● Required work: Scan the entries for the word "дефиле" and report how many lines contain it, as a number with no other words.

● Records supplied:
====

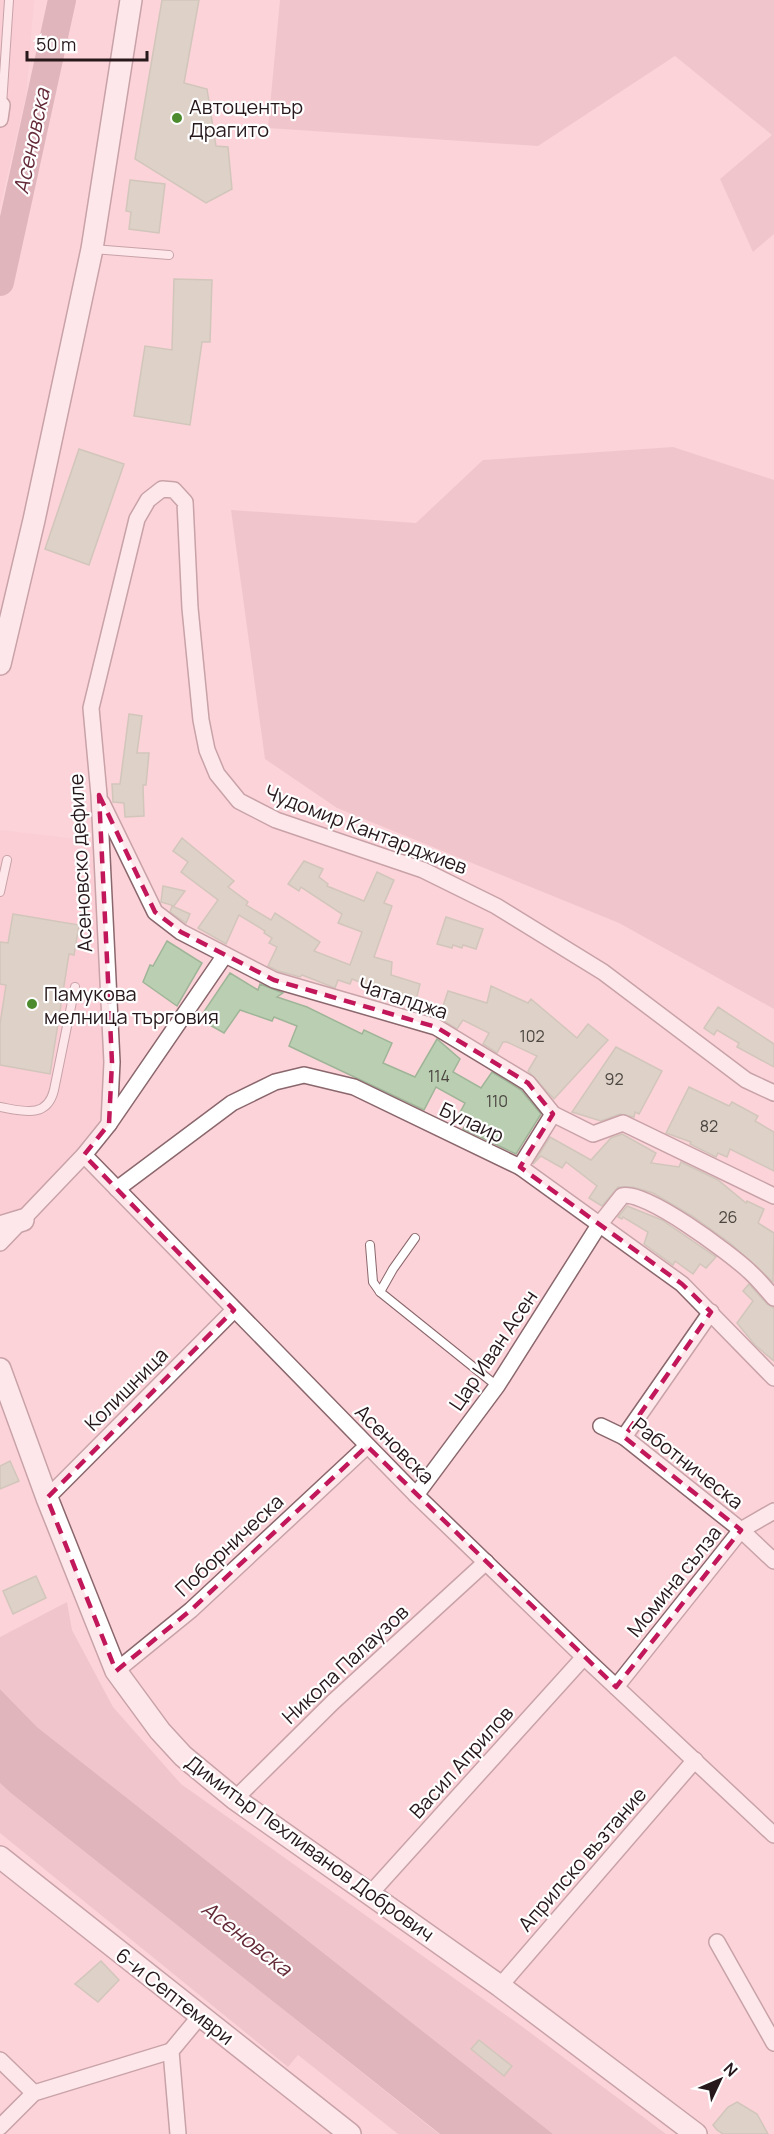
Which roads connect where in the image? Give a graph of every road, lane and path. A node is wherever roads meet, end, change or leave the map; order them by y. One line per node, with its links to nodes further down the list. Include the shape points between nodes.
1 (9, 0): 3 (lane)
2 (131, 0): 4 (main road)
3 (1, 112)
4 (92, 249): 5 (lane); 6 (main road)
5 (169, 255)
6 (0, 664)
7 (91, 708): 8 (street, Асеновско дефиле); 13 (street, Чудомир Кантарджиев, via 136,519 148,500 162,489 174,490 185,502 190,608 207,750 217,774 239,801 276,820 423,870 496,906 603,972 746,1080)
8 (99, 795): 11 (street, Чаталджа, via 155,912 181,932); 16 (street, Асеновско дефиле, via 112,1062)
9 (7, 860): 10 (lane)
10 (0, 892)
11 (225, 955): 15 (street, Чаталджа, via 274,980 436,1027 528,1083); 16 (street)
12 (75, 987): 14 (lane, via 48,1105 35,1112)
13 (774, 1094)
14 (0, 1107)
15 (553, 1114): 18 (street); 20 (street, Чаталджа, via 593,1134 623,1123)
16 (109, 1124): 17 (street)
17 (84, 1155): 19 (street, Асеновска); 21 (street)
18 (520, 1167): 19 (street, Булаир, via 354,1087 304,1075 275,1082 232,1103); 22 (street, Булаир)
19 (117, 1189): 29 (street, Асеновска)
20 (774, 1196)
21 (23, 1220): 23 (main road); 25 (street)
22 (599, 1224): 28 (street, Цар Иван Асен, via 619,1199 633,1196 680,1219 748,1270); 30 (street, Булаир, via 682,1284); 33 (street, Цар Иван Асен)
23 (0, 1227)
24 (415, 1238): 27 (lane)
25 (0, 1243)
26 (370, 1245): 27 (lane, via 373,1282)
27 (380, 1292): 33 (lane)
28 (774, 1298)
29 (234, 1310): 36 (street, Асеновска); 38 (street, Колишница)
30 (711, 1312): 32 (street, Булаир); 35 (street)
31 (0, 1369): 38 (main road, Димитър Пехливанов Добрович)
32 (774, 1378)
33 (497, 1386): 37 (street, Цар Иван Асен)
34 (601, 1426): 35 (street, Работническа)
35 (624, 1437): 40 (street, Работническа)
36 (367, 1446): 37 (street, Асеновска); 44 (street, Поборническа, via 191,1610)
37 (416, 1495): 42 (street, Асеновска)
38 (47, 1498): 44 (main road, Димитър Пехливанов Добрович)
39 (774, 1511): 40 (street, Момина сълза)
40 (741, 1530): 41 (street, Работническа); 45 (street, Момина сълза)
41 (774, 1561)
42 (486, 1562): 43 (street, Асеновска); 47 (street, Никола Палаузов, via 333,1702)
43 (584, 1658): 45 (street, Асеновска); 50 (street, Васил Априлов)
44 (116, 1671): 47 (main road, Димитър Пехливанов Добрович, via 183,1756)
45 (616, 1687): 46 (street, Асеновска)
46 (695, 1760): 48 (street, Асеновска); 52 (street, Априлско възтание)
47 (235, 1799): 50 (main road, Димитър Пехливанов Добрович)
48 (774, 1835)
49 (0, 1857): 53 (main road, 6-и Септември)
50 (370, 1894): 52 (main road, Димитър Пехливанов Добрович)
51 (717, 1942): 54 (street)
52 (500, 1986): 61 (main road, Димитър Пехливанов Добрович)
53 (200, 2016): 55 (street); 60 (main road, 6-и Септември)
54 (774, 2043)
55 (171, 2051): 57 (street); 59 (street)
56 (0, 2060): 57 (street)
57 (34, 2093): 58 (street)
58 (0, 2127)
59 (178, 2134)
60 (350, 2134)
61 (696, 2134)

====

● Solution for this exercise: 2